Look! What’s the uses of Povidone iodine CAS 25655-41-8?
What is Povidone iodine CAS 25 655-41-8 ?
Povidone iodine (PVP-I), also known as iodopovidone, is an antiseptic used for skin disinfection before and after surgery. It may be used both to disinfect the hands of healthcare providers and the skin of the person they are caring for. It may also be used for minor wounds. It may be applied to the skin as a liquid or a powder.
Povidone iodine is a chemical complex of povidone, hydrogen iodide, and elemental iodine. It contains 10% Povidone, with total iodine species equaling 10,000 ppm or 1% total titratable iodine. It works by releasing iodine which results in the death of a range of microorganisms.
Povidone iodine uses in medical
Povidone iodine is a broad-spectrum antiseptic for topical application in the treatment and prevention of wound infection. It may be used in first aid for minor cuts, burns, abrasions, and blisters. Povidone-iodine exhibits longer-lasting antiseptic effects than the tincture of iodine. Due to its slow absorption via soft tissue, making it the choice for longer surgeries. Consequently, PVP-I has found broad application in medicine as a surgical scrub.
- For pre-and post-operative skin cleansing;
- For the treatment and prevention of infections in wounds, ulcers, cuts, and burns;
- For the treatment of infections in decubitus ulcers and stasis ulcers;
- In gynecology for vaginitis associated with candidal, trichomonal, or mixed infections.
Because of these critical indications, only sterile povidone iodine should be used in most cases. The non-sterile product can be appropriate in limited circumstances in which people have intact, healthy skin that will not be compromised or cut. The non-sterile form of Povidone iodine has a long history of intrinsic contamination with Burkholderia cepacia (aka Pseudomonas cepacia), and other opportunistic pathogens. Its ability to harbor such microbes further underscores the importance of using sterile products in any clinical setting. Since these bacteria are resistant to povidone iodine, statements that bacteria do not develop resistance to PVP-I should be regarded with great caution: some bacteria are intrinsically resistant to a range of biocides including povidone-iodine.
The antiseptic activity of PVP-I is because of free iodine (I2) and PVP-I only acts as a carrier of I2 to the target cells. The most commonly used 10% PVP-I delivers about 1-3 ppm of I2 in a compound of more than 31,600 ppm of total iodine atoms. All the toxic and staining effects of PVP-I are due to the inactive iodine only.
Other uses of Povidone iodine
A buffered PVP-I solution of 2.5% concentration can be used for the prevention of neonatal conjunctivitis, especially if it is caused by Neisseria gonorrhoeae or Chlamydia trachomatis. It is currently unclear whether PVP-I is more effective in reducing the number of cases of conjunctivitis in neonates over other methods. PVP-I appears to be very suitable for this purpose because, unlike other substances, it is also efficient against fungi and viruses (including HIV and Herpes simplex).
It is used in pleurodesis (fusion of the pleura because of incessant pleural effusions).

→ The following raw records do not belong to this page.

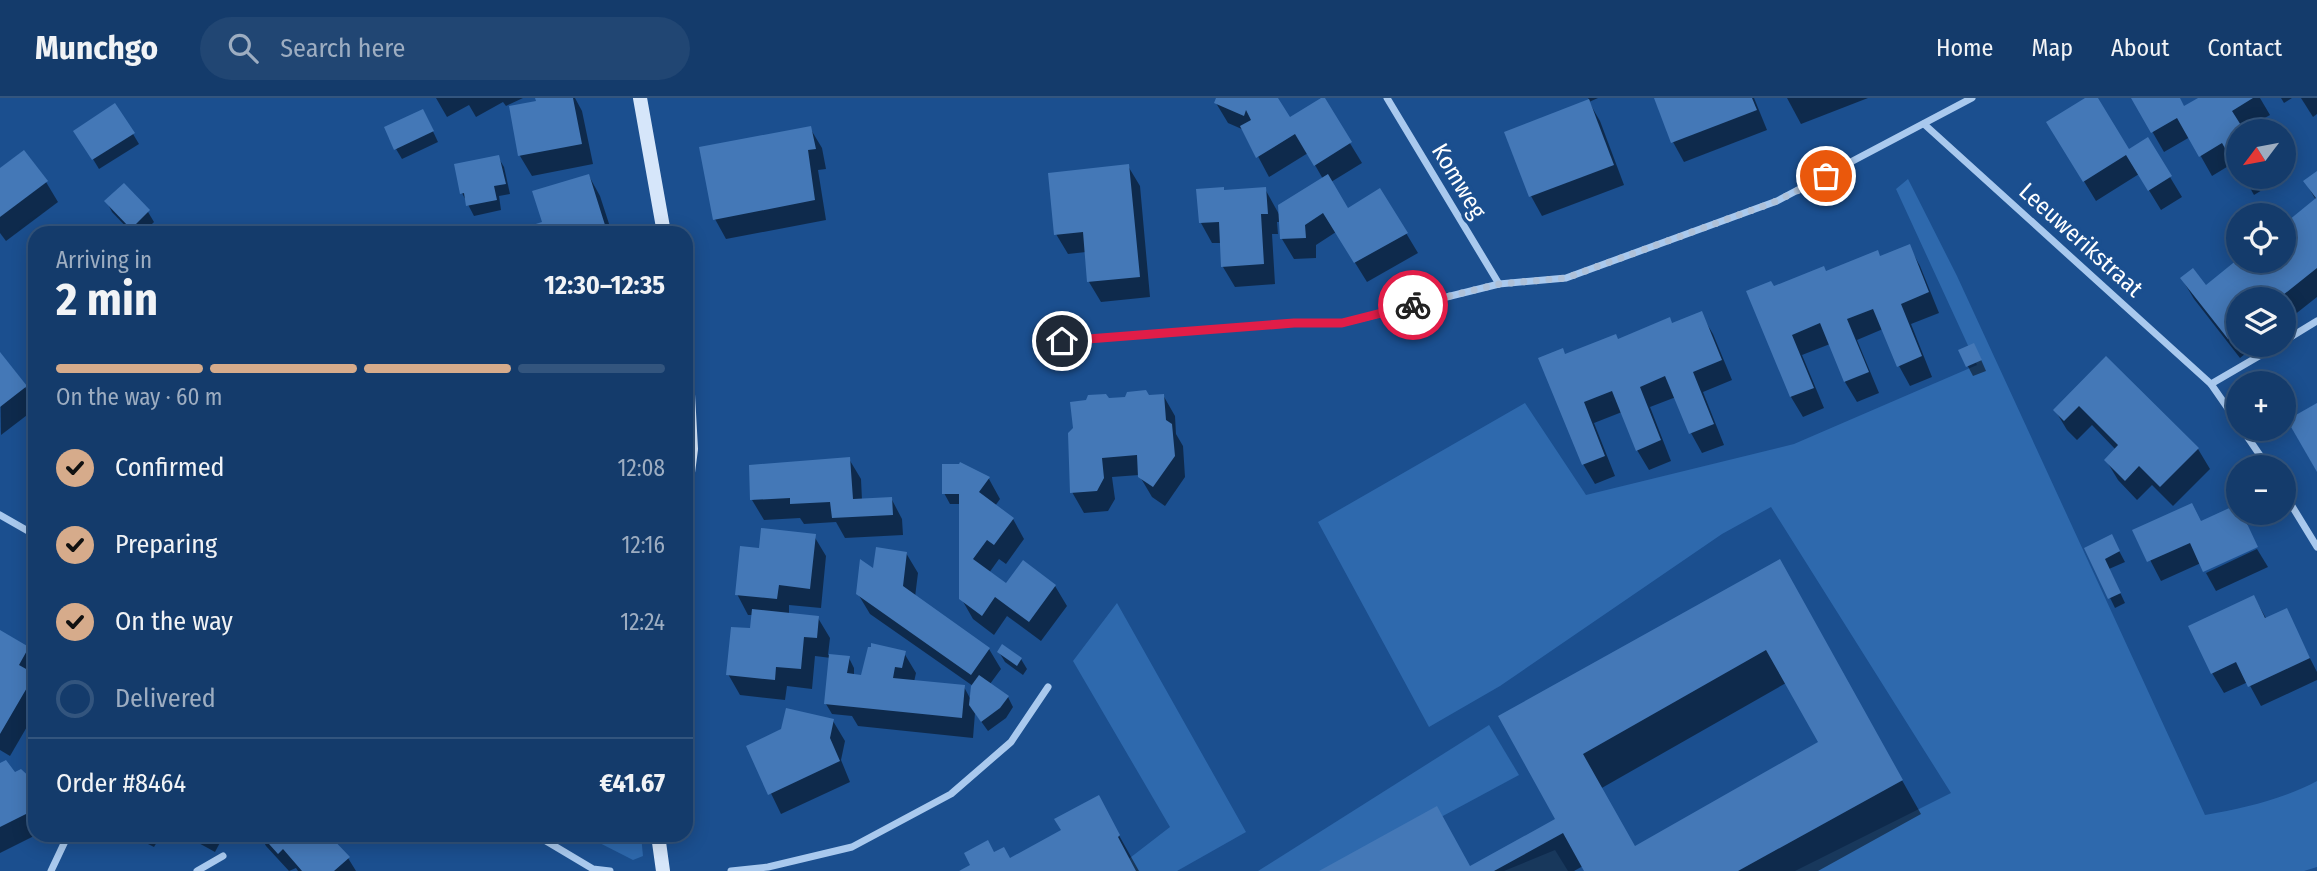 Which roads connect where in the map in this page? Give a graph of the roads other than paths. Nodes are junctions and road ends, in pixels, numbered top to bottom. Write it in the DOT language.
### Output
graph roads {
  1 [pos="640,98"];
  2 [pos="1387,98"];
  3 [pos="1972,98"];
  4 [pos="1924,124"];
  5 [pos="663,226"];
  6 [pos="1499,284"];
  7 [pos="2317,321"];
  8 [pos="2296,334"];
  9 [pos="1062,341"];
  10 [pos="2257,357"];
  11 [pos="2211,384"];
  12 [pos="2226,406"];
  13 [pos="2296,513"];
  14 [pos="0,514"];
  15 [pos="28,531"];
  16 [pos="2317,547"];
  17 [pos="1048,687"];
  18 [pos="65,842"];
  19 [pos="548,842"];
  20 [pos="659,842"];
  21 [pos="223,856"];
  22 [pos="54,870"];
  23 [pos="197,871"];
  24 [pos="610,871"];
  25 [pos="663,871"];
  26 [pos="731,871"];
  1 -- 5 [label="street"];
  2 -- 6 [label="street, Komweg"];
  3 -- 4 [label="street"];
  4 -- 6 [label="street"];
  4 -- 11 [label="street, Leeuwerikstraat"];
  6 -- 9 [label="street"];
  7 -- 8 [label="street"];
  10 -- 11 [label="street"];
  11 -- 12 [label="street, Leeuwerikstraat"];
  13 -- 16 [label="street"];
  14 -- 15 [label="street"];
  17 -- 26 [label="street"];
  18 -- 22 [label="street"];
  19 -- 24 [label="street"];
  20 -- 25 [label="street"];
  21 -- 23 [label="street"];
}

For this purpose, povidone-iodine is equally effective and safe as talc and may be preferred because of easy availability and low cost.

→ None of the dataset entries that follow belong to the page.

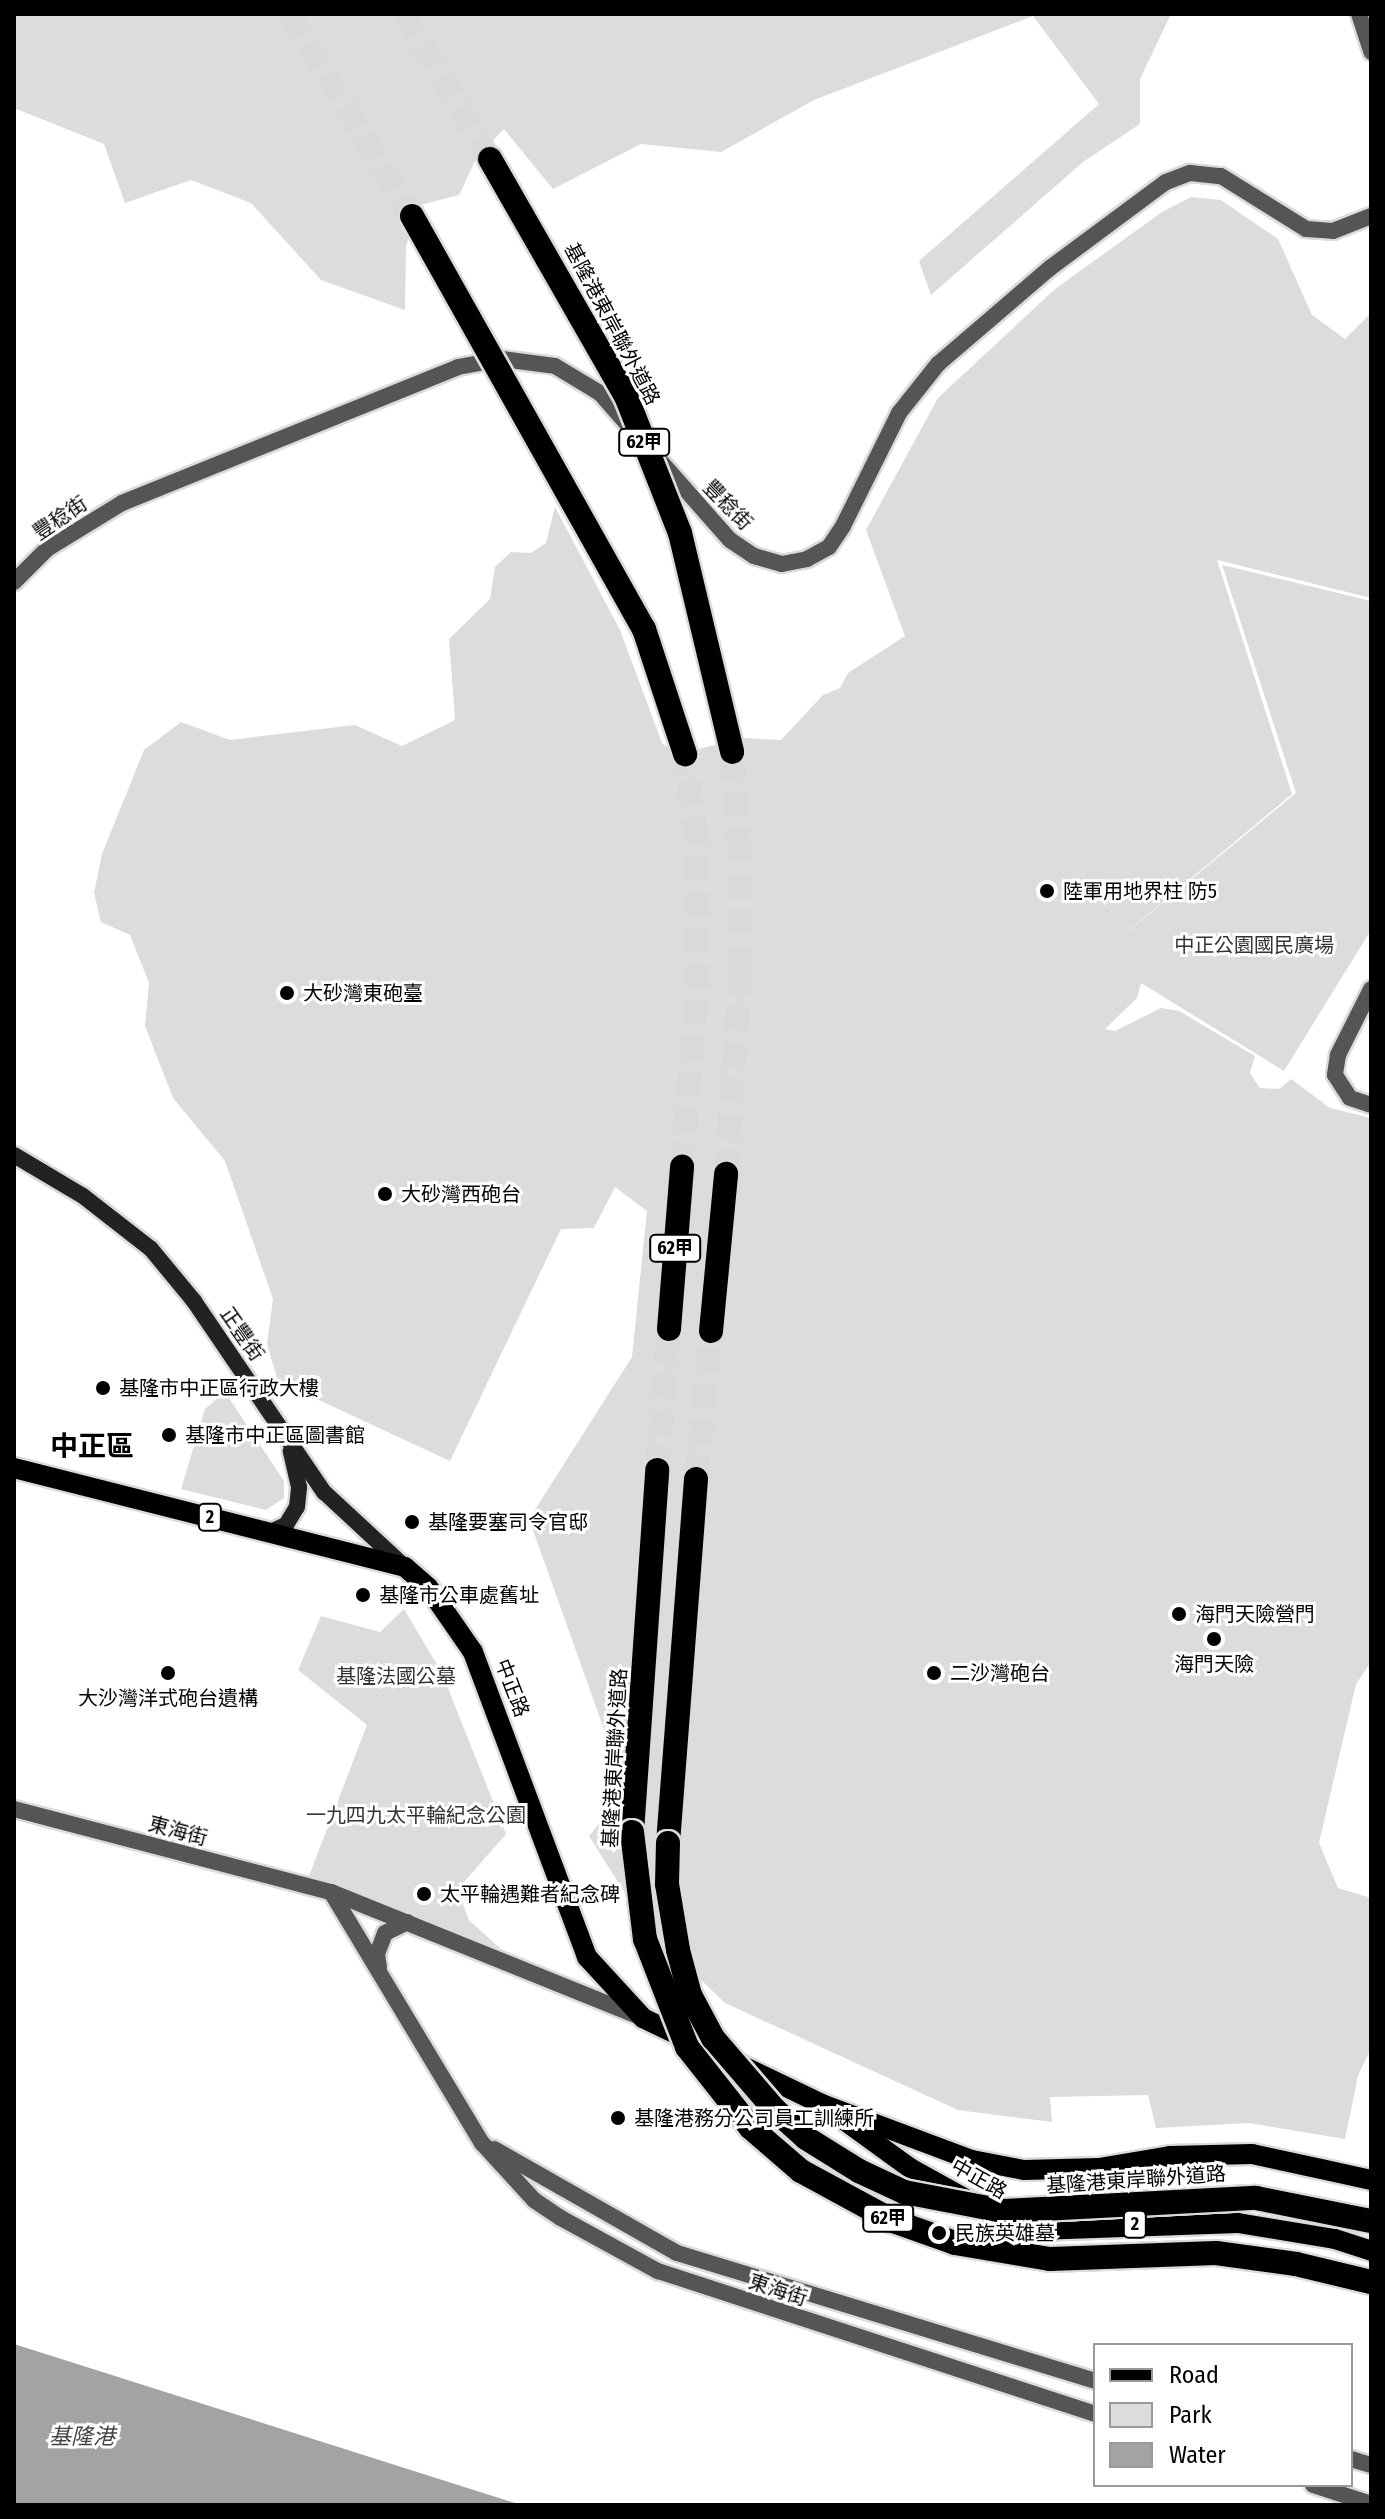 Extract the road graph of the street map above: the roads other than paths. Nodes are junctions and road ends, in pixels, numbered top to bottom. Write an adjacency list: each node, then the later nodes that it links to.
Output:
1 (1359, 14): 2 (street)
2 (1371, 52)
3 (490, 159): 7 (highway, 基隆港東岸聯外道路 / 62甲, bridge)
4 (412, 216): 8 (highway, bridge)
5 (1371, 216): 6 (street, 豐稔街)
6 (14, 582)
7 (732, 752)
8 (685, 754)
9 (1371, 989): 10 (street)
10 (1371, 1105)
11 (14, 1155): 16 (street, 正豐街)
12 (682, 1167): 14 (highway, 62甲)
13 (726, 1174): 15 (highway, 62甲)
14 (669, 1329)
15 (711, 1331)
16 (289, 1442): 20 (street); 21 (street, 正豐街)
17 (14, 1468): 20 (main road, 2)
18 (657, 1470): 32 (highway, 基隆港東岸聯外道路 / 62甲, bridge)
19 (696, 1479): 30 (highway, 基隆港東岸聯外道路 / 62甲, bridge)
20 (268, 1533): 21 (main road, 2)
21 (405, 1567): 26 (main road, 中正路 / 2)
22 (14, 1809): 23 (street, 東海街)
23 (331, 1892): 24 (street, 東海街); 25 (street, 東海街)
24 (408, 1922): 25 (street); 26 (street, 東海街)
25 (379, 1967): 28 (street, 東海街)
26 (643, 2018): 27 (main road, 中正路 / 2)
27 (822, 2104): 29 (main road, 中正路 / 2); 31 (main road, 中正路 / 2)
28 (482, 2143): 33 (street, 東海街); 34 (street, 東海街)
29 (1371, 2180)
30 (1371, 2221)
31 (1371, 2251)
32 (1371, 2282)
33 (1093, 2380)
34 (1093, 2413)
35 (1319, 2487): 36 (street)
36 (1371, 2504)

The sensitization rate to the product is 0.7%. Side effects include skin irritation and sometimes swelling. If used on large wounds, kidney problems, high blood sodium, and metabolic acidosis may occur.

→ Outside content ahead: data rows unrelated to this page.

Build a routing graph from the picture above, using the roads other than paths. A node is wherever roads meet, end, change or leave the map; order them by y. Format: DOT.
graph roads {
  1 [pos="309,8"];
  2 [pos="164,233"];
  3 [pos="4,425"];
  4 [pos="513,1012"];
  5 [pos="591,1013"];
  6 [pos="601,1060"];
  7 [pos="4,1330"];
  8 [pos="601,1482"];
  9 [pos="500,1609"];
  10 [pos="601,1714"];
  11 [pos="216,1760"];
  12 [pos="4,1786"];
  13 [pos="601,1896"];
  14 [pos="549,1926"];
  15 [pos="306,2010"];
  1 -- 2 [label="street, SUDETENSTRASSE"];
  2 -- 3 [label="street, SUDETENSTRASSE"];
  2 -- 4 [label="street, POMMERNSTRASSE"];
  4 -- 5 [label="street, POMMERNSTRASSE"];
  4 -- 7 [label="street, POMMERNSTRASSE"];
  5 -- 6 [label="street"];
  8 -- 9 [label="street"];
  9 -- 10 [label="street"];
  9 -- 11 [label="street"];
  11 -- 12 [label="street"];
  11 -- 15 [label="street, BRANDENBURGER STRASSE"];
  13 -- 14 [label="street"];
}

When should you not use povidone iodine?
- PVP-I is contraindicated in people with hyperthyroidism (overactive thyroid gland) and other diseases of the thyroid, after treatment with radioiodine, and in people with dermatitis herpetiformis (Duhring’s disease).
- Frequent use is not recommended in people who are taking lithium.
- It is not recommended in women who are less than 32 weeks pregnant.
- Do not use Povidone iodine on deep, puncture wounds, animal bites, or serious burns. Doing so may increase the chance of side effects.
The iodine in PVP-I reacts with hydrogen peroxide, silver, taurolidine, and proteins such as enzymes, rendering them (and themselves) ineffective. It also reacts with many mercury compounds, giving the corrosive compound mercury iodide, as well as with many metals, making it unsuitable for disinfecting metal piercings.
Iodine is absorbed into the body to various degrees, depending on the application area and condition of the skin. As such, it interacts with diagnostic tests of the thyroid gland such as radioiodine diagnostics, as well as with various diagnostic agents used on the urine and stool, for example, Guaiacum resin.
Betadine vs Povidone iodine
Some friends also asked about the difference between povidone iodine and Betadine. Actually, Betadine is a type of iodine. Iodine is a halogen element used in medicine as an antiseptic. Betadine is a brand name for povidone-iodine, a combination of iodine and polyvinylpyrrolidone, that’s also used as an antiseptic.